At the mention of not letting him down, her eyes sparkle and she nods her head emphatically. “Of course! And while they pity me, I start to… look for others?”
Kain nodded. “Not everyone in the Black Dawn embraces their methods. Some joined for power, others because they thought it was humanity’s only hope. Those are the ones I want. You’ll identify them. Slowly, carefully. And when the time comes, you’ll bring them to me.”
Most people would balk at being turned into a spy against their own comrades. Airalai only smiled—too wide, too eager. “You really do think so far ahead. You’re so smart! Humanity’s true last hope! I’ll find others. And I’m sure they’ll see what I see.”
Her gaze made his stomach knot. Reverence. Fanaticism. It was more unnerving than hostility.
A pause. Then, after a moment’s hesitation, she raised her hands. Black aura shimmered, coiling like smoke.
“As I’m sure you’ve guessed, I’m not a beast tamer but I was still granted some power due to them implanting me with something—a gift.”
Kain’s brows furrowed.
“They stole it,” Airalai whispered. “From someone else. Gift implantation. They cut the ability from another and forced it into me. That’s why I can drain life by touch, even though I was born without a beast-tamer’s affinity or a gift. But without a contract, all the energy I stole bled away. Wasted since I couldn’t form additional star spaces to cultivate further. I could strengthen the gift a little, but most of the absorbed anergy was wasted and slipped away.”
Her gaze locked on him, reverent and fever-bright. “But now? With the deathleech bound to me, I am technically a tamer, I can channel it. Every life I touch can feed my cultivation.”
Kain’s chest tightened. So that was the byproduct of one of the Black Dawn’s experiments. One of their successful ones. Stealing gifts, ripping them from one host to graft onto another.
And it left Kain with a question that tasted like poison. Could he risk using that method himself, to arm his own recruits? Or would it only repeat the Dawn’s atrocities under a different banner?
Airalai stepped closer, her voice a silken whisper. “I was theirs. But now I’m yours. My life, my gift, my devotion—it all belongs to you.”

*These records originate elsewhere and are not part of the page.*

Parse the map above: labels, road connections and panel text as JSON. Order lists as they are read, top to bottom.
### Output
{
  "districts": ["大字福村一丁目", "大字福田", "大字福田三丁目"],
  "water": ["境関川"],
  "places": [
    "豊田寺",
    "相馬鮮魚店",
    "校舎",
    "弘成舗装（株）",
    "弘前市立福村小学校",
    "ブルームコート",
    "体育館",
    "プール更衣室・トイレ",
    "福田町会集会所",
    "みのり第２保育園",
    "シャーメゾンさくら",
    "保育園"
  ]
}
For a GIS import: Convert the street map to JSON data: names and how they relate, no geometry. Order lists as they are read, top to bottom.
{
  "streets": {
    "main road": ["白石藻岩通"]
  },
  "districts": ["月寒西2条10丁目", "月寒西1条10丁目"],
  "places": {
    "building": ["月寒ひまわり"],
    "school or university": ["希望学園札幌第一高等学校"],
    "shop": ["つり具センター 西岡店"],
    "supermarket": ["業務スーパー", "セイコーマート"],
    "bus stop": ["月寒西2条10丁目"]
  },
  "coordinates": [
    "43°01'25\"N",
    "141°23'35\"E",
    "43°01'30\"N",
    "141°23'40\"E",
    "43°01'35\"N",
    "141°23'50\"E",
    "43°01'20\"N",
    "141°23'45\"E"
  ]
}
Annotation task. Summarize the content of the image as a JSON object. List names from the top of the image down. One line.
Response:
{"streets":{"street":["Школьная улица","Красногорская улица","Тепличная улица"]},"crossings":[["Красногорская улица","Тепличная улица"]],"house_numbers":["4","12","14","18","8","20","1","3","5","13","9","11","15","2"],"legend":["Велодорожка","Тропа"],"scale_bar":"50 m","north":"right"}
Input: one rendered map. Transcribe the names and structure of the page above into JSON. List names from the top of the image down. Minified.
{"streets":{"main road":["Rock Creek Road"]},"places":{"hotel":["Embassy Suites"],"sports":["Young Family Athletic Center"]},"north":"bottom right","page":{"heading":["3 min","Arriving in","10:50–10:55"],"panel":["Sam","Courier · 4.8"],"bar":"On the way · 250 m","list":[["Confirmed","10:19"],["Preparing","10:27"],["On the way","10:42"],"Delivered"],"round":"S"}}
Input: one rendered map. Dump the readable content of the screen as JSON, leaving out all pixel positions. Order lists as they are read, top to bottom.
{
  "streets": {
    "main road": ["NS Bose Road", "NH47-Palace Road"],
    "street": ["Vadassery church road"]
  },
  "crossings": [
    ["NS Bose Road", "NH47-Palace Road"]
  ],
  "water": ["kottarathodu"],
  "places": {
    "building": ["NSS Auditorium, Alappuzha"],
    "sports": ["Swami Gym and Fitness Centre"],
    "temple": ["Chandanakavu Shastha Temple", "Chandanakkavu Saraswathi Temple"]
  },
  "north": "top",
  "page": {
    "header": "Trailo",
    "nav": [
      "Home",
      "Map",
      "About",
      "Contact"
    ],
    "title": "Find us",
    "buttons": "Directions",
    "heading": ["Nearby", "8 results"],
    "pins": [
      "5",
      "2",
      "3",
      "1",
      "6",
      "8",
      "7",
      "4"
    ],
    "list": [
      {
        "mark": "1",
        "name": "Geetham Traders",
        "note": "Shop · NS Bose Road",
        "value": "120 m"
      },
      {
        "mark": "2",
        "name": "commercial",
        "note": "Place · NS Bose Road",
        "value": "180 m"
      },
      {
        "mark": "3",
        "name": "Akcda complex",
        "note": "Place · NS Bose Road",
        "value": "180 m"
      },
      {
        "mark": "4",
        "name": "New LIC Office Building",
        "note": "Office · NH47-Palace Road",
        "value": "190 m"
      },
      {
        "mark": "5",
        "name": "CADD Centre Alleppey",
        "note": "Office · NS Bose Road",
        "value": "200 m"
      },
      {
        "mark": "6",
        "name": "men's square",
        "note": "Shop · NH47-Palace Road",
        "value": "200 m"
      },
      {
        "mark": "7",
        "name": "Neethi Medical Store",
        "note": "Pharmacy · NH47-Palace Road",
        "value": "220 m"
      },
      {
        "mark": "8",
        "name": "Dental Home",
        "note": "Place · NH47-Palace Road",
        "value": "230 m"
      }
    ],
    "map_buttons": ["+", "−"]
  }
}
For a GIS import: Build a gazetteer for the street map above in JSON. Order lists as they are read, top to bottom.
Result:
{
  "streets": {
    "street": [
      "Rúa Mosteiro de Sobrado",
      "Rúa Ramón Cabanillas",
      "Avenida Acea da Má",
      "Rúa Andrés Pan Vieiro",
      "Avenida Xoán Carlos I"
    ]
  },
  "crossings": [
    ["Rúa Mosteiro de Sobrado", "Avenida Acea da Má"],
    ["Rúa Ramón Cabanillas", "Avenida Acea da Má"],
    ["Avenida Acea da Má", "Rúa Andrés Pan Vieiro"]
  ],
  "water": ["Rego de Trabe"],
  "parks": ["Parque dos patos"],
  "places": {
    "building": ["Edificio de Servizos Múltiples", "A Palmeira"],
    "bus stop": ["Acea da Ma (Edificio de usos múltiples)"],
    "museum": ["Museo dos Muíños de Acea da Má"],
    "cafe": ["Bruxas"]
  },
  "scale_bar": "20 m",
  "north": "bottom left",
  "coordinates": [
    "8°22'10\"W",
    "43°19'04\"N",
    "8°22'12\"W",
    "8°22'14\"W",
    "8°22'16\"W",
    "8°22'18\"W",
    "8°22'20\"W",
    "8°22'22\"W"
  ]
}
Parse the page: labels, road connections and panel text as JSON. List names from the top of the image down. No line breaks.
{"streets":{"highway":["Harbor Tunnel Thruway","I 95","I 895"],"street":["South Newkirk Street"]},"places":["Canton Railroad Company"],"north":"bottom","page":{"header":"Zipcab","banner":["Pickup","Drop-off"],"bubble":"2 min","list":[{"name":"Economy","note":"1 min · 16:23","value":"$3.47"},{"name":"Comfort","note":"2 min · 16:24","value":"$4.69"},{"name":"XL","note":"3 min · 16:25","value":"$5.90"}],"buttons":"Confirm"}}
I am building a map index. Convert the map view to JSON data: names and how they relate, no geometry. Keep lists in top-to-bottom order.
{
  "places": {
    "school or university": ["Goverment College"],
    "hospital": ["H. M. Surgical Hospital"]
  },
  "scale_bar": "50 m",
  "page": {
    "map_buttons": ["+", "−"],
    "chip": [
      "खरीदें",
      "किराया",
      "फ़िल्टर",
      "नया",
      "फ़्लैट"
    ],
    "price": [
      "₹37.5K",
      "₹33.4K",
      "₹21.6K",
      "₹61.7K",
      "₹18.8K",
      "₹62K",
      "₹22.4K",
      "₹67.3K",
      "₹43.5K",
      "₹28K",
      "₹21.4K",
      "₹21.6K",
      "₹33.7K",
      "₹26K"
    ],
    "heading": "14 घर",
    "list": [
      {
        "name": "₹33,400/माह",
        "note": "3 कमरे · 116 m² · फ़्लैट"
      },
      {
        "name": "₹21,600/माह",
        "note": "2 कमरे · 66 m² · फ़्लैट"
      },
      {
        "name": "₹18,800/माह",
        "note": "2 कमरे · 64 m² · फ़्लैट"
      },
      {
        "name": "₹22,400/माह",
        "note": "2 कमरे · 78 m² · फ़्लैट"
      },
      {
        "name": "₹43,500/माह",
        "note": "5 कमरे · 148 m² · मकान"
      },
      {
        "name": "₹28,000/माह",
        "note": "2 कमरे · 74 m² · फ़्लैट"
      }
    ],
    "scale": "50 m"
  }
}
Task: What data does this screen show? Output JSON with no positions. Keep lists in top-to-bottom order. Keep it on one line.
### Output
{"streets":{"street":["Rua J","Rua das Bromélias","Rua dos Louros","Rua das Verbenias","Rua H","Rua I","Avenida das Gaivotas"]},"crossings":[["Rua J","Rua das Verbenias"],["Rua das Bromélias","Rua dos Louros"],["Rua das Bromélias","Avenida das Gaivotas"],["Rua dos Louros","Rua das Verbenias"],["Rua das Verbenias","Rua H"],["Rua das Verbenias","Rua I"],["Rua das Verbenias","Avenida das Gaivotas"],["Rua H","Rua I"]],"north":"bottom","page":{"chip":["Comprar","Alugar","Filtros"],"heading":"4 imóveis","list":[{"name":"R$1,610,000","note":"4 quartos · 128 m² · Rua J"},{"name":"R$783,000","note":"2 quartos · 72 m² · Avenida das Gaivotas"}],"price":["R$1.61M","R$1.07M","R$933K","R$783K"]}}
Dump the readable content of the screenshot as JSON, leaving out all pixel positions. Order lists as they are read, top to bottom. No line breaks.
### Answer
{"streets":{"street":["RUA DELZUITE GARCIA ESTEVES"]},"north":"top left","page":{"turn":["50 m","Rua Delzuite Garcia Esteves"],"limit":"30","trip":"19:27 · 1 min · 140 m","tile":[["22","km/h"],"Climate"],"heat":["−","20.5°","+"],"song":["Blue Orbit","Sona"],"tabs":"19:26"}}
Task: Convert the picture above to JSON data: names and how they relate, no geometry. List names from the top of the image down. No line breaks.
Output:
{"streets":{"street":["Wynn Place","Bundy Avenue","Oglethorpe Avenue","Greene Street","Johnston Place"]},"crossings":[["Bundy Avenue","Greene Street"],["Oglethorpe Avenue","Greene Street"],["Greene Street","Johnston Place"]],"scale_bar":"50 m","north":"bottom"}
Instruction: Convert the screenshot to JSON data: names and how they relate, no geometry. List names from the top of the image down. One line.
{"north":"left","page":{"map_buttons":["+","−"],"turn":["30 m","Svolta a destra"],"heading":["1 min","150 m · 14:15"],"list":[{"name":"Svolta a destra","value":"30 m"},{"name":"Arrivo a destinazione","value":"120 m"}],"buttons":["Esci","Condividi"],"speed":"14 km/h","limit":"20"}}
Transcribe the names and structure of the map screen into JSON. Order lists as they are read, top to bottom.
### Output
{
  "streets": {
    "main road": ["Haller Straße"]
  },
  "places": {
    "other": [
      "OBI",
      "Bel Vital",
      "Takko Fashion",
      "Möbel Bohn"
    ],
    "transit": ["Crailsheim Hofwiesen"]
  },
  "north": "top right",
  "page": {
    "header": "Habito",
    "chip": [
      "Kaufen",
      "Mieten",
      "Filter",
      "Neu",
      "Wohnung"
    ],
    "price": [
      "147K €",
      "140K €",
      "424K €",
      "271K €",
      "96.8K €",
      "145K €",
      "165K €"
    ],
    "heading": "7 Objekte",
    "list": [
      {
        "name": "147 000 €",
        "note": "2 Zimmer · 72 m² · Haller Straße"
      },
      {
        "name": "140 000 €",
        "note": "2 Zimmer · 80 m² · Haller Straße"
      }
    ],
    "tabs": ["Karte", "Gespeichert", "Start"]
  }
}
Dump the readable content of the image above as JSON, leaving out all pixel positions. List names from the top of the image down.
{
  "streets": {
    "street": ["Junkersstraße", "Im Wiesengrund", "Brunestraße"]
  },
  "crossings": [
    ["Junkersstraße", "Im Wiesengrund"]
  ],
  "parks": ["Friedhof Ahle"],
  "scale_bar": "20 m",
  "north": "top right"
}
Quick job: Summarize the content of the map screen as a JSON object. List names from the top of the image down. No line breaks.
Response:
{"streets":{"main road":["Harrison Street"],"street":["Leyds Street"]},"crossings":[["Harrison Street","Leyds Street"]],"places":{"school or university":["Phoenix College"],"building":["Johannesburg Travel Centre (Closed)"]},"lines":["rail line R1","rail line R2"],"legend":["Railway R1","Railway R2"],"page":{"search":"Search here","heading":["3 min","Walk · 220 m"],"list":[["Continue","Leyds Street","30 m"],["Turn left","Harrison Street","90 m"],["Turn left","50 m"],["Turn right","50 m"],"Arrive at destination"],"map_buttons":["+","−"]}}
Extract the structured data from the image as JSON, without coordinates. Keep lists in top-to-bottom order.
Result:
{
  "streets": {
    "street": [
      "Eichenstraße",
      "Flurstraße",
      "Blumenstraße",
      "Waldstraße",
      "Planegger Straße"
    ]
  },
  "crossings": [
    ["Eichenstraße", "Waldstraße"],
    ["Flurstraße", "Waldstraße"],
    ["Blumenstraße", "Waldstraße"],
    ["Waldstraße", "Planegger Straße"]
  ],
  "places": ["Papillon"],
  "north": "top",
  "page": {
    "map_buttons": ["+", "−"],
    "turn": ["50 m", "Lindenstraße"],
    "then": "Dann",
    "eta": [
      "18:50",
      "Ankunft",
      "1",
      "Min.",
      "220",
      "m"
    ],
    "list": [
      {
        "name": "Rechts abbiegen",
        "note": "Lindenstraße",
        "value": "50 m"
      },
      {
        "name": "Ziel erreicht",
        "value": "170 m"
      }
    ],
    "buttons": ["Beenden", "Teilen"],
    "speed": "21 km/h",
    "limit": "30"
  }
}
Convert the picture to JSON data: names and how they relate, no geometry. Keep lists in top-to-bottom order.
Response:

A shiver went down Kain’s back at the words, and he turned away with an awkward cough.
“Enough. Since you seem determined to keep the deathleech, I’ll research how to make it stronger, safer. For now, you’ll return as planned. Don’t reveal yourself or our connection.”
Her laugh was soft, almost musical. “Of course. Whatever you say, brother.”
Kain forced himself to turn away. “Good. Then we’re done here. I have one more matter to settle.”
—————–
The Knight stirred as Kain approached, restraints rattling against the slab. His eyes cracked open, bloodshot and hateful.
“You… frog in a well,” he rasped. “You have no idea what is coming. What you’re up against. Let me go now and you may still have a chance at salvation.”
Kain’s expression stayed flat. He pressed a hand to the Knight’s forehead. Bea’s splits formed, slipping into the man’s fractured mind.
This is one less memory reading to make sure he doesn’t miss out on any crucial information.
Kain pulled back, bile rising at many unpleasant memories were seen. The Knight’s body sagged, spent from the intrusion.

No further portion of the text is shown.